Mike (MPC member) gave a high‑level briefing on the Deep Seabed Hard Mineral Resources Act, focusing on where it applies and how the law is implemented. "By its term, the act only applies to the deep seabed... this applies on the high seas, does not apply within the EEZ," he said, and highlighted a statutory hook: the administrator of NOAA must consult regional councils "if the activities... could adversely affect any fishery within the EEZ."
Why it matters: committee members and public commenters noted that councils and some stakeholders may not yet be widely aware that an American permitting process for high‑seas seabed mining could trigger formal consultation with regional fishery management bodies. Andrea, a public commenter, said she had not been familiar with the act until recently and urged the committee to raise awareness and liaise with NGOs and regional fisheries organizations. "I'm really glad... that you all are taking this up," Andrea said, and offered to help connect councils and research communities.

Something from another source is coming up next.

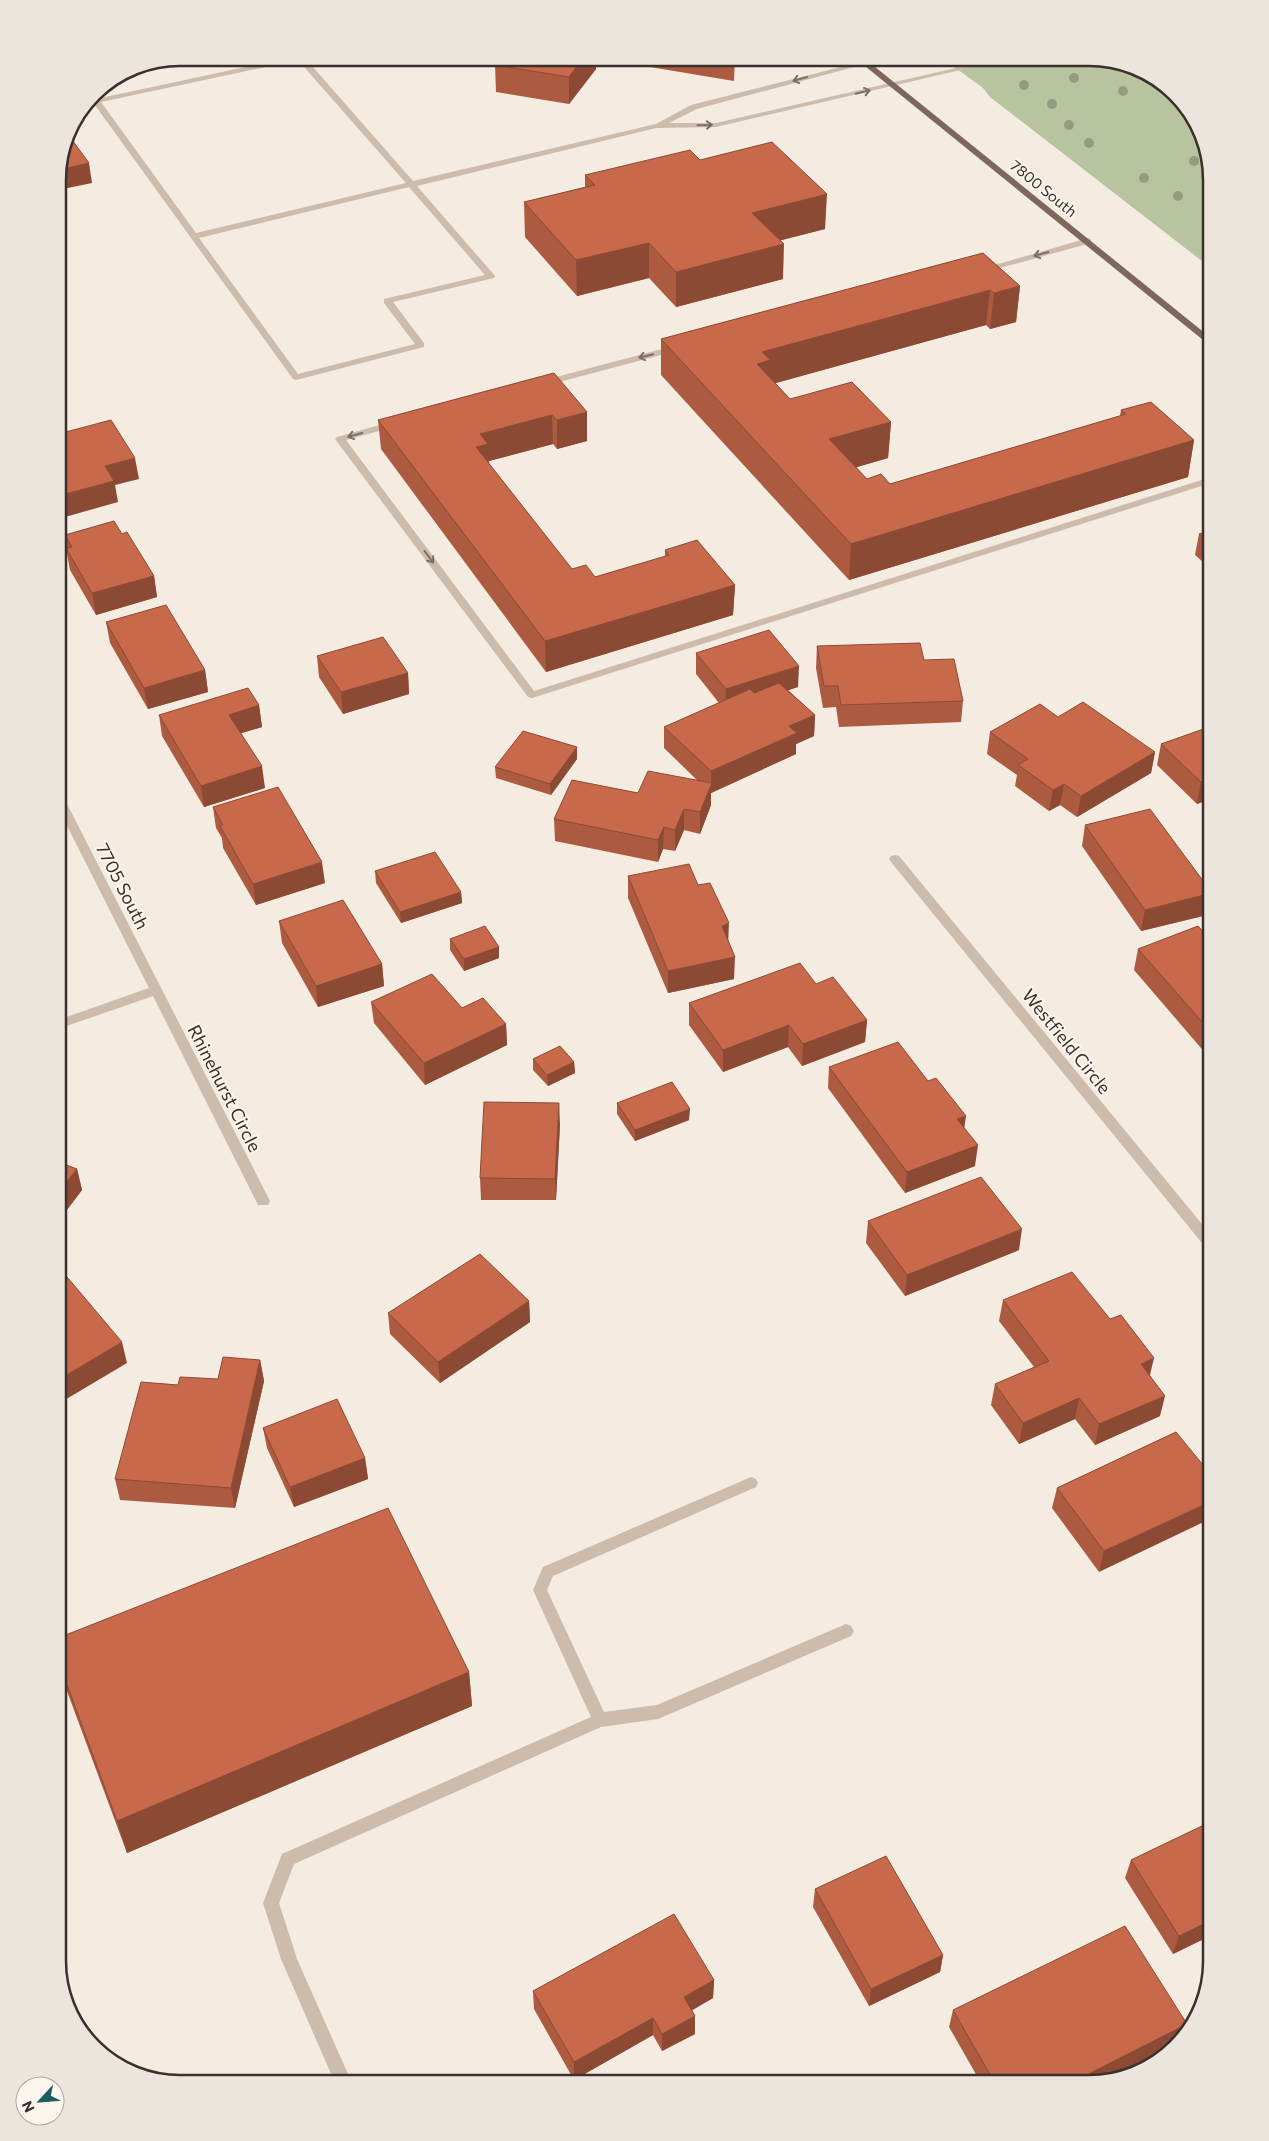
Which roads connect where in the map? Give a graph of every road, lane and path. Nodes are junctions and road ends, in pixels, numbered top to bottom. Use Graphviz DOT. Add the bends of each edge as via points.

What the briefing said: Mike described the act's regulatory structure (exploration licenses and commercial recovery permits), noted recent consolidations in NOAA's permitting process and flagged that consolidated applications were being submitted. He drew attention to the geographic focus of many applications — the Clarion‑Clipperton (transcript: "Claring Clipperton") Fracture Zone — and said the council could argue that high‑seas exploration or recovery might affect highly migratory species that later enter the U.S. EEZ.
Council and member questions focused on jurisdictional reach and implementation. Members pointed to the upcoming Council Coordination Committee agenda and expected a briefing by National Ocean Service/NOAA staff at the June council meeting to explain how consultation will be handled and how regional fishery management organizations might weigh in. One member raised international‑law questions about U.S. authority and whether all operators will follow U.S. process; council staff and members said they expect further clarification in June.
Next steps: committee leaders said they will circulate the NOAA/NOS presentation at the June meeting and noted Earthjustice had submitted a detailed comment letter that will inform council consideration. The committee encouraged members to raise the topic with their constituencies and to be prepared to follow the NOAA briefings in June.